[Source data]

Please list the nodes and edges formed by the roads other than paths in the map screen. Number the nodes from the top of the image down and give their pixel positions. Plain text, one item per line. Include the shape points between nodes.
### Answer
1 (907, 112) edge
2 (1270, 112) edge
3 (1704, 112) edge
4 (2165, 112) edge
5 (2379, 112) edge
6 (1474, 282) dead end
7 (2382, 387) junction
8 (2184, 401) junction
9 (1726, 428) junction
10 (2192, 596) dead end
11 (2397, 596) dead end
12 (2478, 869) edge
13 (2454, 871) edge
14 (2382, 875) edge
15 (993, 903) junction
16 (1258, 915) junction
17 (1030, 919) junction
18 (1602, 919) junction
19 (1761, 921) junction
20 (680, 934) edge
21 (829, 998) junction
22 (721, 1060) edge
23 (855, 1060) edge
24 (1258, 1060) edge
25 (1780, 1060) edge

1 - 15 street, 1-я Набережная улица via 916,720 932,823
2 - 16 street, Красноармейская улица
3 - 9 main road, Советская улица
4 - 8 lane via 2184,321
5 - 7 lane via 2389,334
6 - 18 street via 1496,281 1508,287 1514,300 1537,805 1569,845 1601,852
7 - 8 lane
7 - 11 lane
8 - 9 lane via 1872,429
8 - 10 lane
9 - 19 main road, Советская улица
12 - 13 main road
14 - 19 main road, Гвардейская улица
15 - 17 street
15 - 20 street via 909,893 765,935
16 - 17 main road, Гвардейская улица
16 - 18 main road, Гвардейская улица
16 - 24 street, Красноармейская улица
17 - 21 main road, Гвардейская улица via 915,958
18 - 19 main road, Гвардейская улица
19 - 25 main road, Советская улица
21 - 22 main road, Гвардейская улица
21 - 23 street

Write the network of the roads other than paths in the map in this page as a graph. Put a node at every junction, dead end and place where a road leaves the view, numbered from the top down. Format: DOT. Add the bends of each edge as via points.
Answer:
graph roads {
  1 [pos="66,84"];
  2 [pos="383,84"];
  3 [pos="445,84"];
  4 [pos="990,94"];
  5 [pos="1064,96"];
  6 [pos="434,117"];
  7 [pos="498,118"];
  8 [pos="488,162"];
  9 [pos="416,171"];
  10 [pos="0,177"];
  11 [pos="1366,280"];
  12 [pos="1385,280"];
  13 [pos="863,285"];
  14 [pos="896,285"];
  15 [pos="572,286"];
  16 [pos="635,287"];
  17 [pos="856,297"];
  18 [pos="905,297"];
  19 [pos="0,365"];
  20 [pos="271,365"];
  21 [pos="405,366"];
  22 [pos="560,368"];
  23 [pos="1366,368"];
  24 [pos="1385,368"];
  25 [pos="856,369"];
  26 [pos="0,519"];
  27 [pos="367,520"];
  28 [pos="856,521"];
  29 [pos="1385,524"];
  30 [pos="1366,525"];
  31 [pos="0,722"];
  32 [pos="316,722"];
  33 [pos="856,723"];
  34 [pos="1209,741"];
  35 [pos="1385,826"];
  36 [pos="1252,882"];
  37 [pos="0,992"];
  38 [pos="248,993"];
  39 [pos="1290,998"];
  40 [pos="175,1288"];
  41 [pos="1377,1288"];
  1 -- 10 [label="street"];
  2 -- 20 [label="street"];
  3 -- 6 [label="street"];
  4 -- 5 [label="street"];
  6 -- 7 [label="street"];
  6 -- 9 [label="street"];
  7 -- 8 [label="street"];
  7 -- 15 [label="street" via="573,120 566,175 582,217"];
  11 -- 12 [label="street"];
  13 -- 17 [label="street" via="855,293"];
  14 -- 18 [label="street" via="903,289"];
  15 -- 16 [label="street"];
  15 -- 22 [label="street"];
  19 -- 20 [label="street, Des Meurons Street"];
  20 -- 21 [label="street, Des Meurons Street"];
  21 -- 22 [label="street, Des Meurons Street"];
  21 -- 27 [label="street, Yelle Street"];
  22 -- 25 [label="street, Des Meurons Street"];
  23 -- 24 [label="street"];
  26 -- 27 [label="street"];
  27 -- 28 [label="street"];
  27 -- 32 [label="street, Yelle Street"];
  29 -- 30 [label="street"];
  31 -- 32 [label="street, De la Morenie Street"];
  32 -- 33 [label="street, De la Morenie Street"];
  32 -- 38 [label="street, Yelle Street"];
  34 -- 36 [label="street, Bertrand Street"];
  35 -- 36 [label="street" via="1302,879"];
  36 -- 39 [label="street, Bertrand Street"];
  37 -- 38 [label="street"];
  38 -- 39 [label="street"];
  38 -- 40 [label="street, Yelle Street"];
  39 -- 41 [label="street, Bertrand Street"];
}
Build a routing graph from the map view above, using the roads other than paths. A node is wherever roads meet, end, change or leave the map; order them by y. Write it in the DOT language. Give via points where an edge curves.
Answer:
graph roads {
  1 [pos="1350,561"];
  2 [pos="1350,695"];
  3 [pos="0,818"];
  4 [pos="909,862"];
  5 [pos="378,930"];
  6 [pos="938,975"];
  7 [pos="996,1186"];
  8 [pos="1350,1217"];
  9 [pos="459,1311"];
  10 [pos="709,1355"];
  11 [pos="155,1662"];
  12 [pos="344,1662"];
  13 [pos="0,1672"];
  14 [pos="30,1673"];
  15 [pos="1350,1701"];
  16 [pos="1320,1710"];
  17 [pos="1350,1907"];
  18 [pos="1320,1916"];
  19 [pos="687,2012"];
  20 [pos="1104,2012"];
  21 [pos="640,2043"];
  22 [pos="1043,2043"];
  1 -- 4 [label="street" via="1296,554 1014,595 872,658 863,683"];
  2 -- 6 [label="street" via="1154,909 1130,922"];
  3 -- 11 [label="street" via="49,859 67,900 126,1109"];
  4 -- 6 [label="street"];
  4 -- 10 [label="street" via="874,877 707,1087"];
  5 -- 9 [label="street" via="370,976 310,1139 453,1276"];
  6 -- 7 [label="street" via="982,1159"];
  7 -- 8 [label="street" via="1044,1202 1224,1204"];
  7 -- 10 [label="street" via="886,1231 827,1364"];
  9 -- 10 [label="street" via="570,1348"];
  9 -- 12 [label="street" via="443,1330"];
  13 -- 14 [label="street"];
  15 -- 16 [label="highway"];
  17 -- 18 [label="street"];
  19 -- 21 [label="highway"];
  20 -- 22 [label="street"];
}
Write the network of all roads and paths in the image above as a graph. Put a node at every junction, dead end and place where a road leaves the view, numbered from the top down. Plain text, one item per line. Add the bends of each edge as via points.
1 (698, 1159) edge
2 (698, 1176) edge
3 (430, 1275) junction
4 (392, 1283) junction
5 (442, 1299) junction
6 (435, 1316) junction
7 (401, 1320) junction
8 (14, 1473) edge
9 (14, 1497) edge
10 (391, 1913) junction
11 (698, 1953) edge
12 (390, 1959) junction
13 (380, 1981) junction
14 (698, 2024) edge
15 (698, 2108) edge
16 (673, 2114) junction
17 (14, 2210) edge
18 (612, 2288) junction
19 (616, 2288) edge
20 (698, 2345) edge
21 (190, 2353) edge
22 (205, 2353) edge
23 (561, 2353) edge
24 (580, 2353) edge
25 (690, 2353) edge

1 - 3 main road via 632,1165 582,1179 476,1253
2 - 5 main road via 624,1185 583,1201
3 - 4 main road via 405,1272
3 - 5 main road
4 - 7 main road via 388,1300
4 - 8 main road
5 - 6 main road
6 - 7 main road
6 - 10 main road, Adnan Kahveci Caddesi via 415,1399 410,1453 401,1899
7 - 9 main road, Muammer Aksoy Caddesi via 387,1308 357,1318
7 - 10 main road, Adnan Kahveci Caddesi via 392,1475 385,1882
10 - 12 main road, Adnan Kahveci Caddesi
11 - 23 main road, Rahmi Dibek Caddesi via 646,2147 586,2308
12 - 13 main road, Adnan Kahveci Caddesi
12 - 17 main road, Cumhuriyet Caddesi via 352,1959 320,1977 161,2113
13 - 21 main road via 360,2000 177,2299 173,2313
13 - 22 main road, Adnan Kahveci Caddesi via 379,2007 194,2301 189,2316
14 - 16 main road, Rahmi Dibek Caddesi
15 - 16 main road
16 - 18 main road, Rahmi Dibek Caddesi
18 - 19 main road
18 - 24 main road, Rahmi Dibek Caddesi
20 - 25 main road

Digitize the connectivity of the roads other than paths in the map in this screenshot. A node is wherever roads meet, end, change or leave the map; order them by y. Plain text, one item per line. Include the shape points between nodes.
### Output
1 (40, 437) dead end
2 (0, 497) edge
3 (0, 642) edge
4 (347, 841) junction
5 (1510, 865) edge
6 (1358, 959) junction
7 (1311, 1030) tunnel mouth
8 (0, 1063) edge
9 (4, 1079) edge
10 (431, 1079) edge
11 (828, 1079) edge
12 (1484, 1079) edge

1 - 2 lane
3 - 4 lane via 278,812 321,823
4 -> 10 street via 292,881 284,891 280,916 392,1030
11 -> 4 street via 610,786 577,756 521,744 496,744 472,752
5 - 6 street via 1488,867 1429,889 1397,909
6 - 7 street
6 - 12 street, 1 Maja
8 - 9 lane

_Brief_. What is needed is every line of the records above that contains the word "view".

_Task solution_.
Write the network of the roads other than paths in the map in this page as a graph. Put a node at every junction, dead end and place where a road leaves the view, numbered from the top down. Format: DOT. Add the bends of each edge as via points.
Build a routing graph from the map view above, using the roads other than paths. A node is wherever roads meet, end, change or leave the map; order them by y. Write it in the DOT language. Give via points where an edge curves.
Write the network of all roads and paths in the image above as a graph. Put a node at every junction, dead end and place where a road leaves the view, numbered from the top down. Plain text, one item per line. Add the bends of each edge as via points.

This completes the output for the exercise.